*** Data provided

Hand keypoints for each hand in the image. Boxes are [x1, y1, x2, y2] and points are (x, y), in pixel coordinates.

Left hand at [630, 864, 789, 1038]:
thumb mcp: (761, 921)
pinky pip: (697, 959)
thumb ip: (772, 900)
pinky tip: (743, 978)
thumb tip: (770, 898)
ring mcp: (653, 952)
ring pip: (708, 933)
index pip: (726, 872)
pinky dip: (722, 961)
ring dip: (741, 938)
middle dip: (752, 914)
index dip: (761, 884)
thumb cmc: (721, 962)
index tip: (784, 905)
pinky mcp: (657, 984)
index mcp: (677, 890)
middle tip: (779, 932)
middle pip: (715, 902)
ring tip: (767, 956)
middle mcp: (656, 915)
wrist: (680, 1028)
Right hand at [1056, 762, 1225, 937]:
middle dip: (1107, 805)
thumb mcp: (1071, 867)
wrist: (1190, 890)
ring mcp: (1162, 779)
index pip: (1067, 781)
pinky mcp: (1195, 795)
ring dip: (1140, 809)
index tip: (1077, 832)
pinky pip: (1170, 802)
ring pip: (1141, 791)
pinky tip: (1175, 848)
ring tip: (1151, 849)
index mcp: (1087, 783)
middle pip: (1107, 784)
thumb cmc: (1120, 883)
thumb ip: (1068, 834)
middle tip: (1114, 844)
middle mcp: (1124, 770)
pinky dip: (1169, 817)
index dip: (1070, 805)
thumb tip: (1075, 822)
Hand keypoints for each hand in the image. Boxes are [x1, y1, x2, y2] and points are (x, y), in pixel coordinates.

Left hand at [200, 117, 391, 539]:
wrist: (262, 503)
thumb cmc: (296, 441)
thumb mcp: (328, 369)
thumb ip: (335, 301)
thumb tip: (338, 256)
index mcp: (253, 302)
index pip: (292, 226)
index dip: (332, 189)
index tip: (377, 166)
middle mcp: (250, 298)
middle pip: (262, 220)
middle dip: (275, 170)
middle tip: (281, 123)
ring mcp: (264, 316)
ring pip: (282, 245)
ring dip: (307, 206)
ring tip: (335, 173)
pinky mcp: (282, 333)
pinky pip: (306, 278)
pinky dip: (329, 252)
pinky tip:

******

Please retype all of the records above exactly as they are.

▶ **Written response**
Hand keypoints for each hand in the image. Boxes are [x1, y1, x2, y2] and points are (x, y), in pixel coordinates.

Left hand at [630, 864, 789, 1038]:
thumb mcp: (761, 921)
pinky pip: (697, 959)
thumb ip: (772, 900)
pinky tip: (743, 978)
thumb tip: (770, 898)
ring mcp: (653, 952)
ring pip: (708, 933)
index pip: (726, 872)
pinky dip: (722, 961)
ring dip: (741, 938)
middle dip: (752, 914)
index dip: (761, 884)
thumb cmc: (721, 962)
index tip: (784, 905)
pinky mcp: (657, 984)
index mcp: (677, 890)
middle tip: (779, 932)
middle pip: (715, 902)
ring tip: (767, 956)
middle mcp: (656, 915)
wrist: (680, 1028)
Right hand at [1056, 762, 1225, 937]:
middle dip: (1107, 805)
thumb mcp: (1071, 867)
wrist: (1190, 890)
ring mcp: (1162, 779)
index pip: (1067, 781)
pinky mcp: (1195, 795)
ring dip: (1140, 809)
index tip: (1077, 832)
pinky pip: (1170, 802)
ring pip: (1141, 791)
pinky tip: (1175, 848)
ring tip: (1151, 849)
index mcp: (1087, 783)
middle pip: (1107, 784)
thumb cmc: (1120, 883)
thumb ip: (1068, 834)
middle tip: (1114, 844)
middle mcp: (1124, 770)
pinky dip: (1169, 817)
index dip: (1070, 805)
thumb tip: (1075, 822)
Hand keypoints for each hand in the image. Boxes are [x1, y1, x2, y2] and points are (x, y), in pixel coordinates.

Left hand at [200, 117, 391, 539]:
wrist: (262, 503)
thumb cmc: (296, 441)
thumb mcp: (328, 369)
thumb ip: (335, 301)
thumb tip: (338, 256)
index mcp: (253, 302)
index pip: (292, 226)
index dip: (332, 189)
index tip: (377, 166)
middle mcp: (250, 298)
middle pip: (262, 220)
middle dip: (275, 170)
middle tip: (281, 123)
ring mcp: (264, 316)
ring pip: (282, 245)
ring dip: (307, 206)
ring tip: (335, 173)
pinky mcp: (282, 333)
pinky pip: (306, 278)
pinky dip: (329, 252)
pinky tip:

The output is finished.